Étude pour évaluer l'immunogénicité et l'innocuité des schémas de vaccination hétérologues contre le SRAS-CoV-2

La maladie Covid-19 causée par le virus SARS-COV 2 a provoqué une pandémie avec plus de 180 millions de cas dans le monde et plus de 4 millions de décès. En Argentine, cette pandémie a eu un impact significatif, avec environ 4,5 millions de cas et environ 95 000 décès. En neuf mois à peine, la science médicale a mis au point différents vaccins pour prévenir de nouveaux cas et atténuer cette pandémie.

Au moment de la présentation de ce protocole de recherche, il existe quatre vaccins pour la prévention du COVID-19 approuvés pour une utilisation d'urgence par l'Administration nationale du médicament, de l'alimentation et de la technologie médicale (ANMAT). Parmi ceux-ci, trois (1-3) sont actuellement disponibles et font partie de la campagne de vaccination. Parmi ces trois vaccins, deux utilisent une plateforme de vecteurs viraux non réplicatifs (Gam-COVID-Vac et ChAdOx1 nCoV-19) tandis qu'un utilise une plateforme de virus inactivés (BBIBP-CorV). Tous nécessitent l'administration de deux doses avec un intervalle d'administration d'au moins 21 jours.
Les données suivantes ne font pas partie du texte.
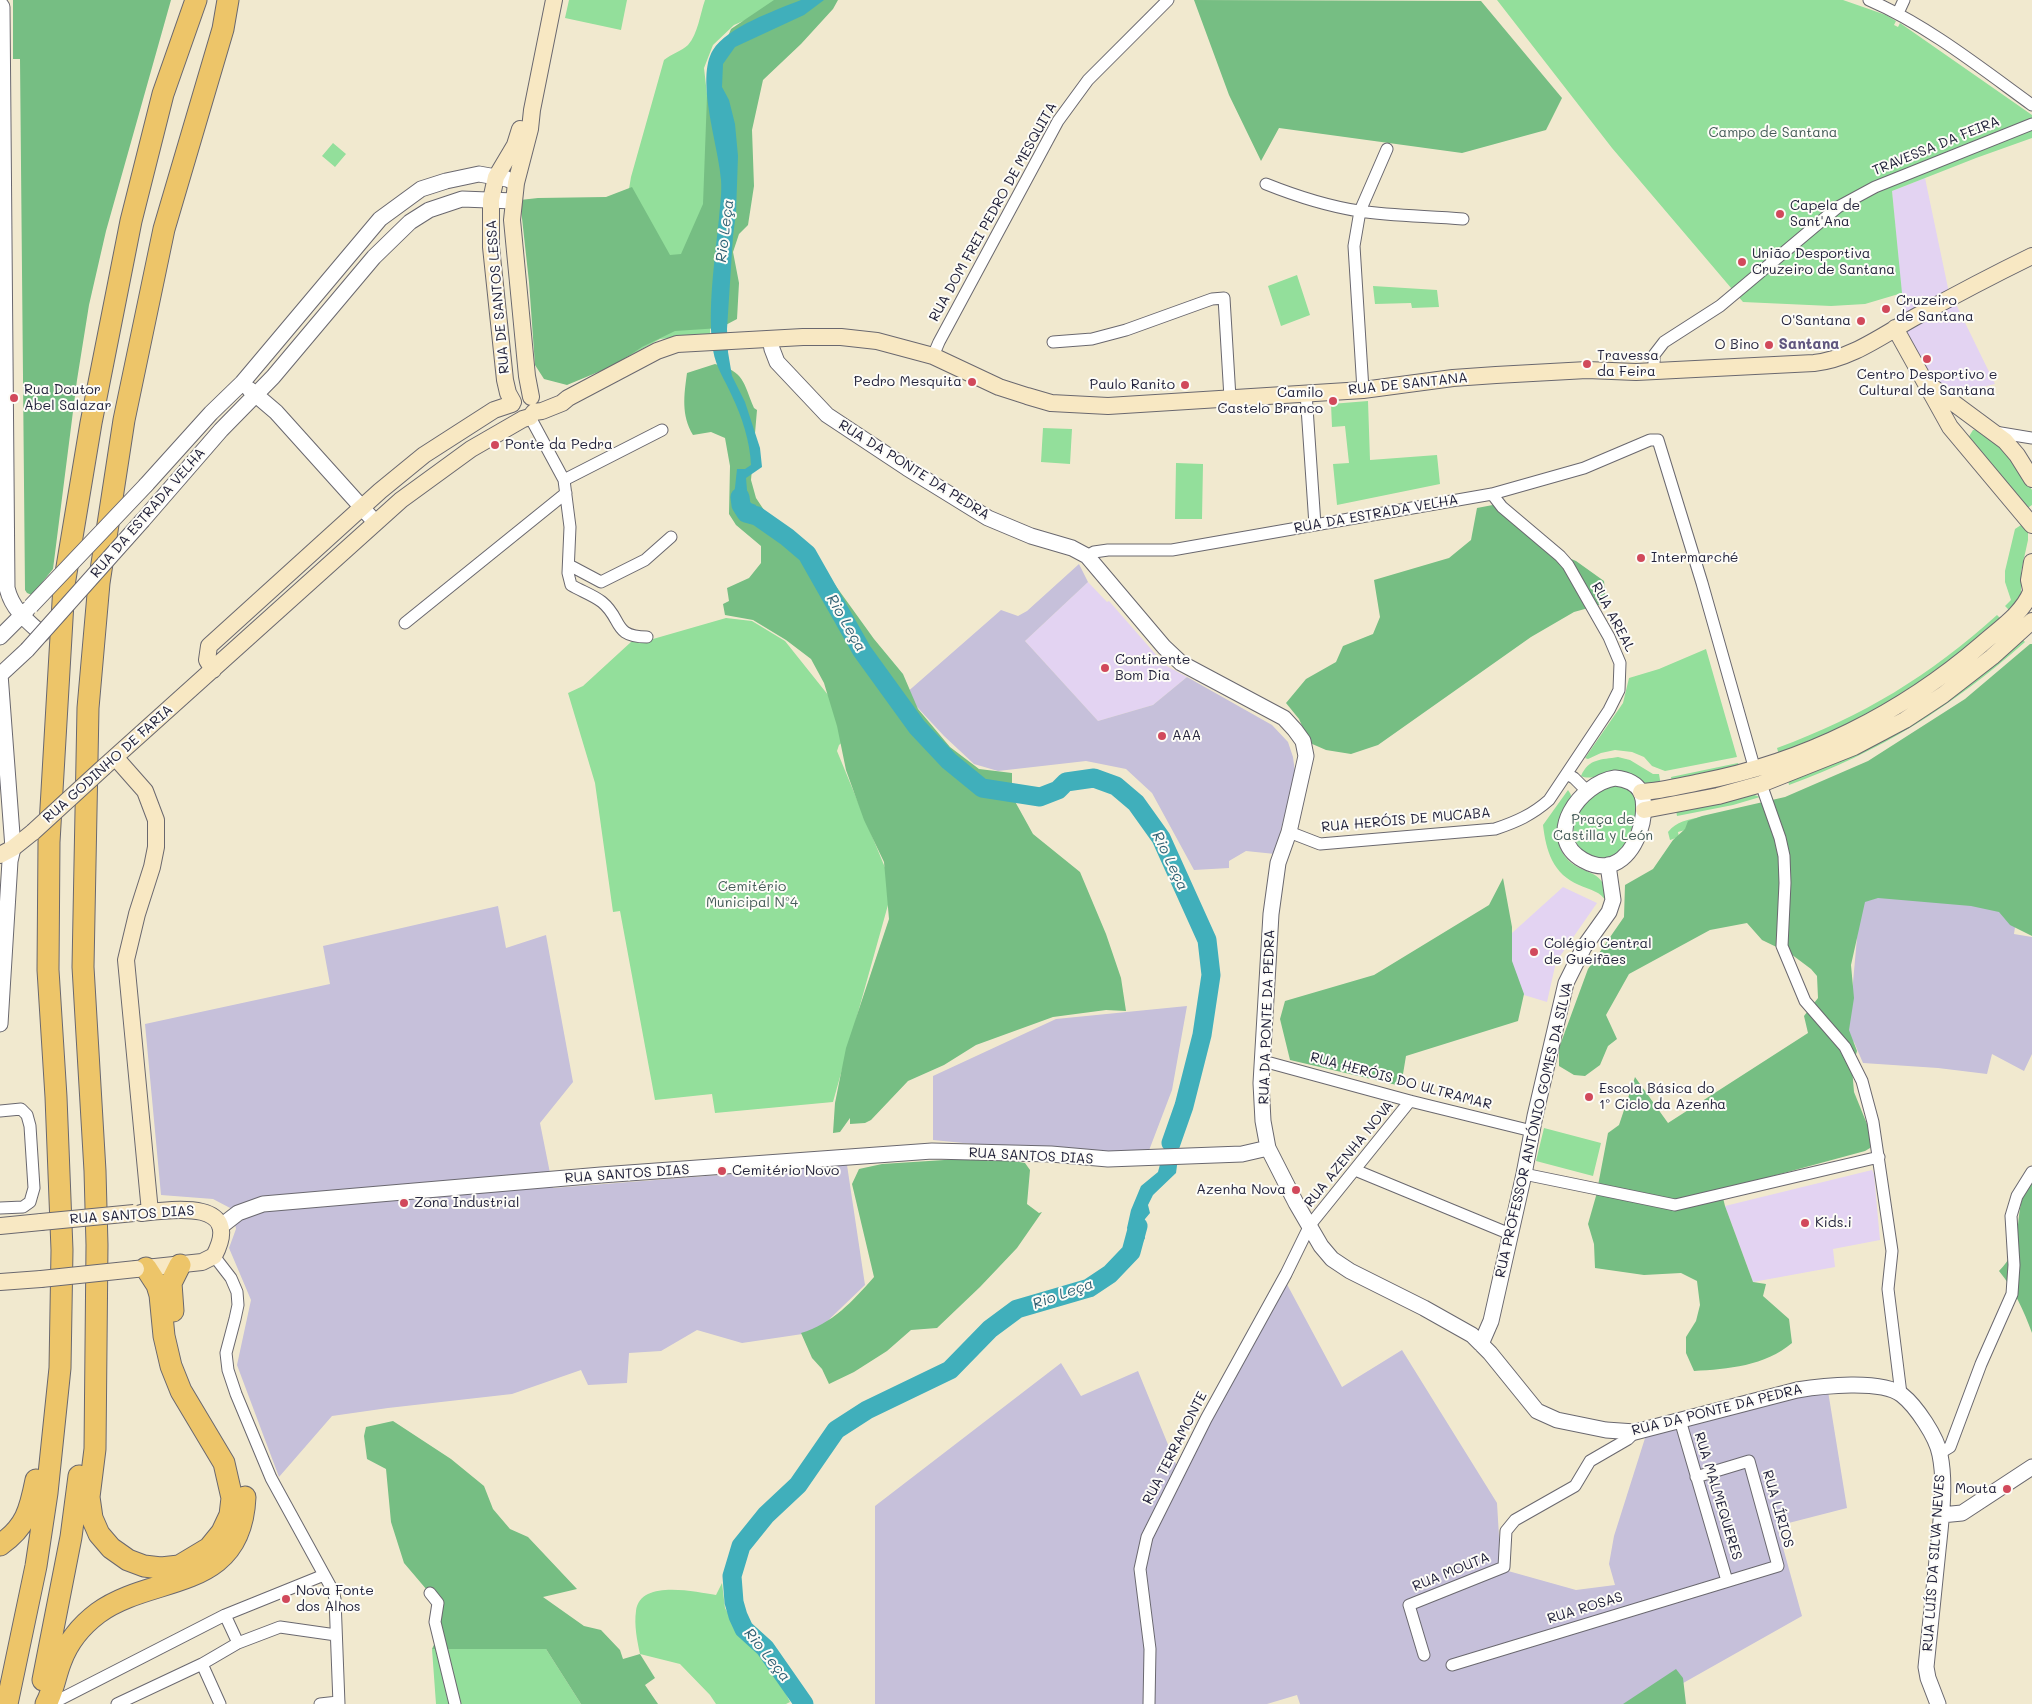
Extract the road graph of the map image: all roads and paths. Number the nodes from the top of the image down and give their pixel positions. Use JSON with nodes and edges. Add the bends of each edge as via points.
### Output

Tous ces vaccins ont été conçus pour être utilisés avec un schéma homologue à deux doses. Cependant, pour des raisons à la fois logistiques et biomédicales, la nécessité d'utiliser des vaccins dans des régimes hétérologues (une dose d'un vaccin et une seconde dose d'un autre vaccin) se fait sentir dans le monde entier. L'efficacité et la sécurité de ce type de régime n'ont pas encore été démontrées.

En Argentine, un grand nombre de personnes ont actuellement une dose de vaccin Gam-COVID-Vac et qui - même après une période de ≥ 21 jours - n'ont pas reçu le deuxième composant. Dans le même temps, la fourniture du deuxième composant du vaccin Gam-COVID-Vac est retardée en raison de la logistique de production et de distribution.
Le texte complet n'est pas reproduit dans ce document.